The mean age was 67.1 years. 53.8% (7/13) patients were women. 84.6% (11/13) patients showed symptomatic improvement by 14 days after injection and decreased SLK staining. 46.2% (6/13) required only 1 botulinum toxin A treatment; the remainder required injections every 3-4 months to maintain symptom control. One patient’s bilateral ocular hypertension resolved after botulinum toxin A treatment. One patient had improved SLK but was intolerant due to refractive change after injection.
Mechanical friction between the upper eyelid and superior bulbar conjunctiva is a contributor to SLK. Upper lid position is balanced between the forces of the upper lid orbicularis muscle of Riolan and the levator palpebris.
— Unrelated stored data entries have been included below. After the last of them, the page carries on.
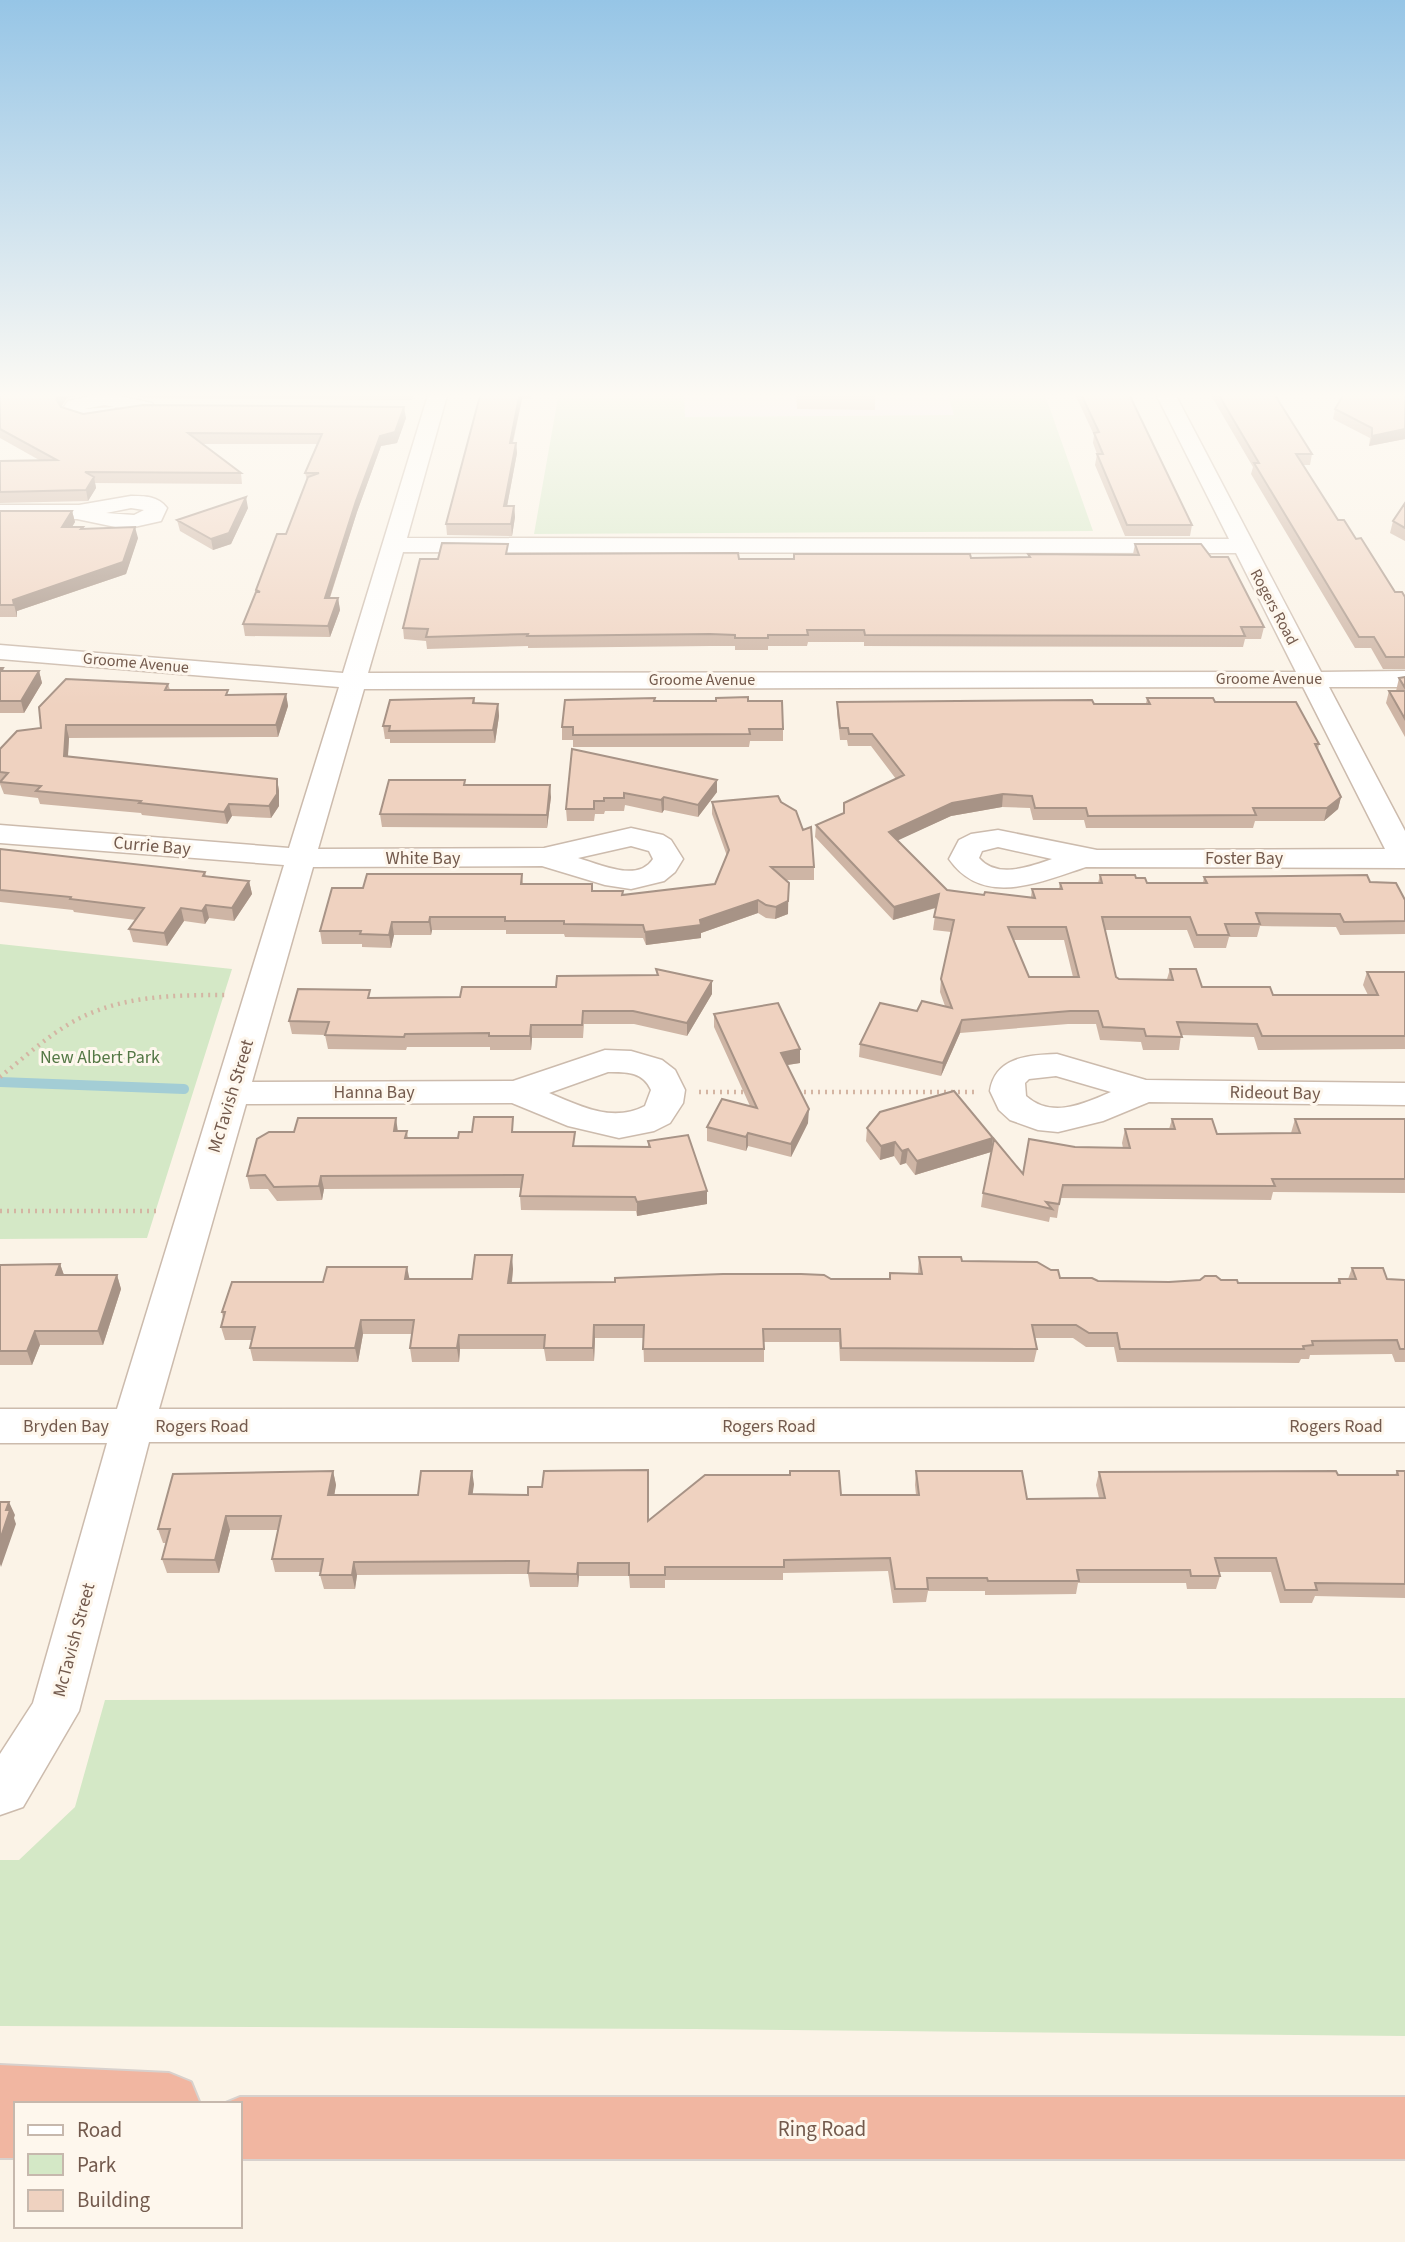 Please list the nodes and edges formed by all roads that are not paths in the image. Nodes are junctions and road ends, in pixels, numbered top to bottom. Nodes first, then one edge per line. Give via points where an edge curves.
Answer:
1 (407, 497) edge
2 (1216, 497) edge
3 (0, 512) edge
4 (79, 512) dead end
5 (394, 545) junction
6 (1241, 546) junction
7 (0, 652) edge
8 (1312, 678) junction
9 (1405, 679) edge
10 (354, 681) junction
11 (1, 833) edge
12 (301, 858) junction
13 (544, 858) dead end
14 (1083, 858) dead end
15 (1405, 858) edge
16 (1145, 1091) junction
17 (516, 1092) junction
18 (232, 1093) junction
19 (1405, 1094) edge
20 (0, 1426) edge
21 (133, 1426) junction
22 (1405, 1426) edge
23 (2, 1790) edge
24 (0, 2096) edge
25 (127, 2102) edge
26 (242, 2107) edge
27 (242, 2128) edge
28 (1405, 2128) edge
29 (742, 2129) junction

1 - 5 street, McTavish Street
2 - 6 street, Rogers Road
3 - 4 street
5 - 6 street
5 - 10 street, McTavish Street
6 - 8 street, Rogers Road
7 - 10 street, Groome Avenue
8 - 9 street, Groome Avenue
8 - 10 street, Groome Avenue
8 - 15 street, Rogers Road
10 - 12 street, McTavish Street
11 - 12 street, Currie Bay
12 - 13 street, White Bay
12 - 18 street, McTavish Street
14 - 15 street, Foster Bay
16 - 16 street, Rideout Bay via 1043,1063 1019,1069 1006,1083 1006,1092 1018,1109 1056,1121
16 - 19 street, Rideout Bay
17 - 17 street, Hanna Bay via 618,1126 641,1122 660,1111 670,1092 660,1073 620,1060
17 - 18 street, Hanna Bay
18 - 21 street, McTavish Street
20 - 21 street, Bryden Bay
21 - 22 street, Rogers Road
21 - 23 street, McTavish Street via 55,1711
24 - 25 highway
26 - 29 highway
27 - 29 highway, Ring Road
28 - 29 highway, Ring Road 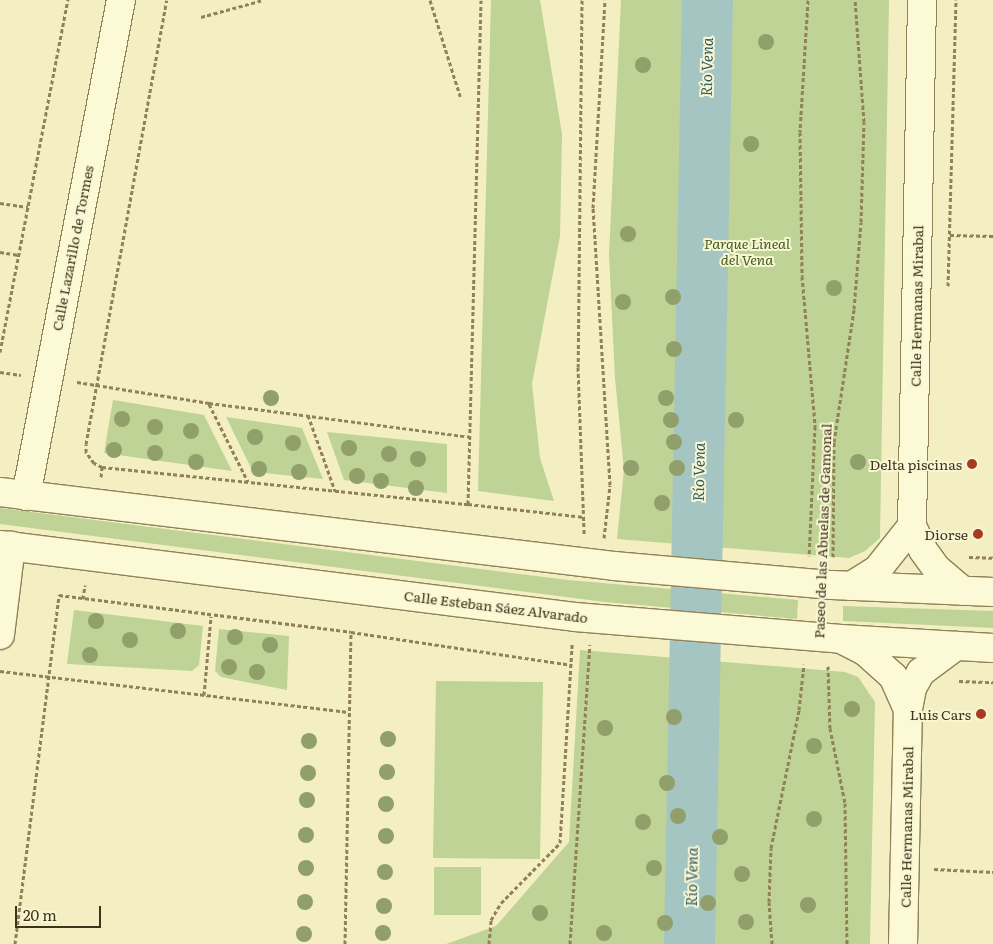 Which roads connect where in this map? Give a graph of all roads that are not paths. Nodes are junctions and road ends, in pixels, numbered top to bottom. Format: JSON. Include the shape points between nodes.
{"nodes":[{"id":1,"x":121,"y":0,"type":"edge"},
{"id":2,"x":922,"y":0,"type":"edge"},
{"id":3,"x":13,"y":494,"type":"edge"},
{"id":4,"x":912,"y":526,"type":"junction"},
{"id":5,"x":5,"y":546,"type":"edge"},
{"id":6,"x":842,"y":586,"type":"junction"},
{"id":7,"x":963,"y":591,"type":"junction"},
{"id":8,"x":993,"y":592,"type":"edge"},
{"id":9,"x":0,"y":635,"type":"edge"},
{"id":10,"x":956,"y":646,"type":"junction"},
{"id":11,"x":993,"y":648,"type":"edge"},
{"id":12,"x":835,"y":655,"type":"junction"},
{"id":13,"x":908,"y":709,"type":"junction"},
{"id":14,"x":903,"y":944,"type":"edge"}],
"edges":[{"from":1,"to":3,"type":"main road","name":"Calle Lazarillo de Tormes"},
{"from":2,"to":4,"type":"main road","name":"Calle Hermanas Mirabal"},
{"from":3,"to":6,"type":"main road","via":[[582,562],[608,555],[804,573]]},
{"from":4,"to":6,"type":"main road","via":[[877,570]]},
{"from":4,"to":7,"type":"main road","via":[[923,550],[937,569]]},
{"from":5,"to":9,"type":"main road"},
{"from":5,"to":12,"type":"main road","name":"Calle Esteban Sáez Alvarado","via":[[575,617],[796,636]]},
{"from":6,"to":7,"type":"main road"},
{"from":7,"to":8,"type":"main road"},
{"from":10,"to":11,"type":"main road","name":"Calle Esteban Sáez Alvarado"},
{"from":10,"to":12,"type":"main road","name":"Calle Esteban Sáez Alvarado"},
{"from":10,"to":13,"type":"main road","name":"Calle Hermanas Mirabal","via":[[922,672],[912,688]]},
{"from":12,"to":13,"type":"main road","name":"Calle Hermanas Mirabal","via":[[866,652],[893,676]]},
{"from":13,"to":14,"type":"main road","name":"Calle Hermanas Mirabal"}]} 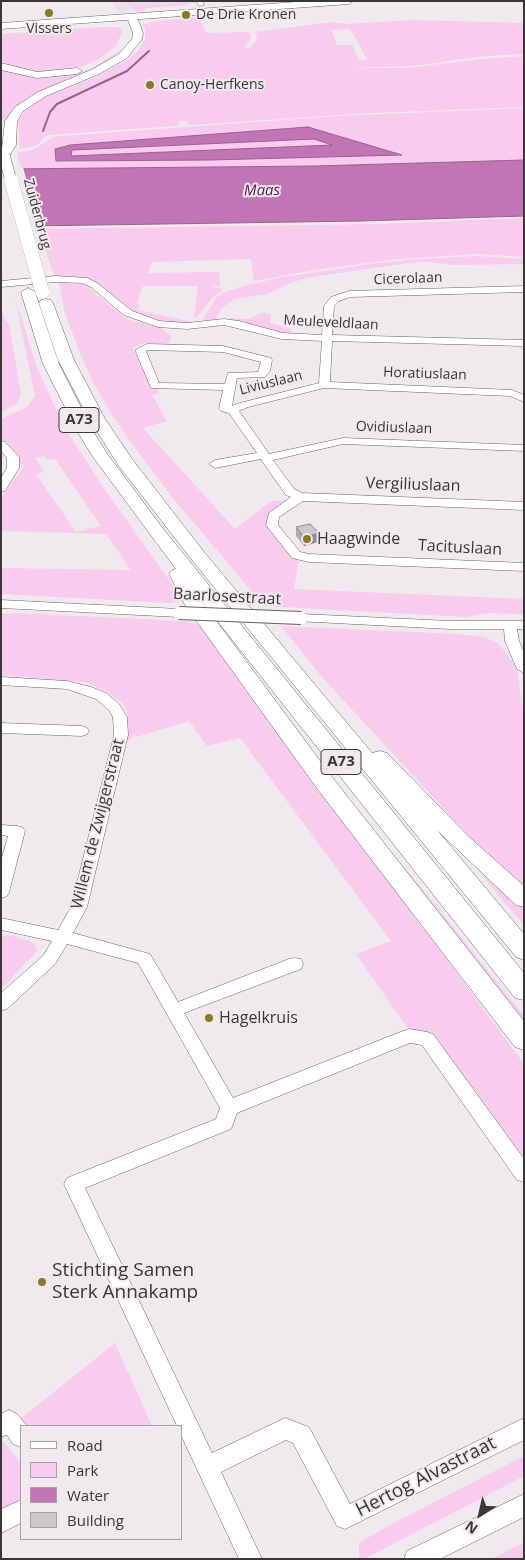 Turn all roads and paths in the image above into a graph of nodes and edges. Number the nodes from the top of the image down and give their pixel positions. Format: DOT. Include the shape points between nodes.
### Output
graph roads {
  1 [pos="349,1"];
  2 [pos="127,15"];
  3 [pos="1,28"];
  4 [pos="1,66"];
  5 [pos="4,148"];
  6 [pos="1,192"];
  7 [pos="1,284"];
  8 [pos="524,289"];
  9 [pos="35,292"];
  10 [pos="175,326"];
  11 [pos="327,338"];
  12 [pos="524,343"];
  13 [pos="170,348"];
  14 [pos="324,385"];
  15 [pos="229,386"];
  16 [pos="524,399"];
  17 [pos="233,410"];
  18 [pos="1,444"];
  19 [pos="524,448"];
  20 [pos="265,457"];
  21 [pos="215,464"];
  22 [pos="1,488"];
  23 [pos="300,497"];
  24 [pos="524,506"];
  25 [pos="158,534"];
  26 [pos="524,568"];
  27 [pos="1,604"];
  28 [pos="517,628"];
  29 [pos="524,669"];
  30 [pos="2,685"];
  31 [pos="314,697"];
  32 [pos="1,728"];
  33 [pos="82,731"];
  34 [pos="1,830"];
  35 [pos="1,892"];
  36 [pos="524,899"];
  37 [pos="1,924"];
  38 [pos="64,937"];
  39 [pos="524,952"];
  40 [pos="295,964"];
  41 [pos="524,991"];
  42 [pos="1,1004"];
  43 [pos="174,1010"];
  44 [pos="524,1040"];
  45 [pos="230,1108"];
  46 [pos="524,1174"];
  47 [pos="184,1426"];
  48 [pos="1,1427"];
  49 [pos="524,1428"];
  50 [pos="20,1435"];
  51 [pos="208,1467"];
  52 [pos="524,1505"];
  53 [pos="20,1512"];
  54 [pos="1,1522"];
  55 [pos="251,1559"];
  56 [pos="415,1559"];
  1 -- 2 [label="main road"];
  2 -- 3 [label="main road"];
  2 -- 4 [label="highway" via="125,39 121,45 109,57 88,68 66,74 37,75"];
  2 -- 5 [label="highway, A73" via="138,34 123,56 95,72 42,94 19,109 11,121"];
  5 -- 9 [label="highway, Zuiderbrug / A73, bridge"];
  6 -- 9 [label="highway, Zuiderbrug / A73" via="20,260"];
  7 -- 10 [label="street, Meuleveldlaan" via="84,280 141,320"];
  8 -- 11 [label="street, Cicerolaan" via="349,294 335,299 329,306"];
  9 -- 25 [label="highway, A73" via="51,364 85,432"];
  9 -- 31 [label="highway, A73" via="97,419 125,462"];
  10 -- 11 [label="street, Meuleveldlaan" via="224,322 282,336"];
  10 -- 13 [label="street"];
  11 -- 12 [label="street, Meuleveldlaan"];
  11 -- 14 [label="street, Liviuslaan"];
  13 -- 15 [label="street" via="147,347 140,350 155,386"];
  13 -- 15 [label="street" via="223,350 267,360 265,372 261,375 232,375"];
  14 -- 16 [label="street, Horatiuslaan" via="512,393"];
  14 -- 17 [label="street, Liviuslaan"];
  15 -- 17 [label="street" via="225,409"];
  17 -- 20 [label="street, Liviuslaan"];
  18 -- 22 [label="street" via="12,457 13,468"];
  19 -- 20 [label="street, Ovidiuslaan" via="343,441"];
  20 -- 21 [label="street"];
  20 -- 23 [label="street, Liviuslaan" via="290,492"];
  23 -- 24 [label="street, Vergiliuslaan"];
  23 -- 26 [label="street, Tacituslaan" via="273,516 272,525 296,555"];
  25 -- 41 [label="highway, A73"];
  25 -- 44 [label="highway, A73" via="194,605 324,782"];
  27 -- 28 [label="street, Baarlosestraat, bridge"];
  28 -- 29 [label="street" via="512,641"];
  30 -- 38 [label="street, Willem de Zwijgerstraat" via="68,685 101,696 120,717 121,735 92,860 79,907"];
  31 -- 36 [label="highway, A73" via="397,774 460,841"];
  31 -- 39 [label="highway, A73"];
  32 -- 33 [label="street"];
  34 -- 35 [label="street" via="18,831"];
  37 -- 38 [label="street"];
  38 -- 42 [label="street, Willem de Zwijgerstraat" via="49,960"];
  38 -- 43 [label="street" via="144,958"];
  40 -- 43 [label="street"];
  43 -- 45 [label="street"];
  45 -- 46 [label="street" via="409,1036 427,1039"];
  45 -- 47 [label="street" via="224,1124 74,1184"];
  47 -- 51 [label="street"];
  48 -- 50 [label="street" via="9,1421"];
  49 -- 51 [label="street, Hertog Alvastraat" via="345,1518 301,1435 285,1429"];
  51 -- 55 [label="street"];
  52 -- 56 [label="street"];
  53 -- 54 [label="street"];
}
During a blink, the upper lid has vertical movement with significant power and velocity. The force exerted is enough to squeeze the globe, and in a years’ time 85 kilometers of lid/globe excursion may be endured. Under dry eye conditions, loss of the protective glycocalyx and diminished maintenance and regeneration of the epithelial surface may cause derangement of normal homeostasis leading to the physical findings of SLK. For refractory dry eye patients, it is important to have a high clinical suspicion and check for SLK with lissamine green. When SLK patients fail to respond to conjunctival cauterization or amniotic membrane transplant, a trial of botulinum toxin A should be considered to change the muscle dynamics. Close follow-up is needed to monitor for complications from exposure keratopathy and lagophthalmos.
This is an abstract that was submitted for the 2017 ARVO Annual Meeting, held in Baltimore, MD, May 7-11, 2017.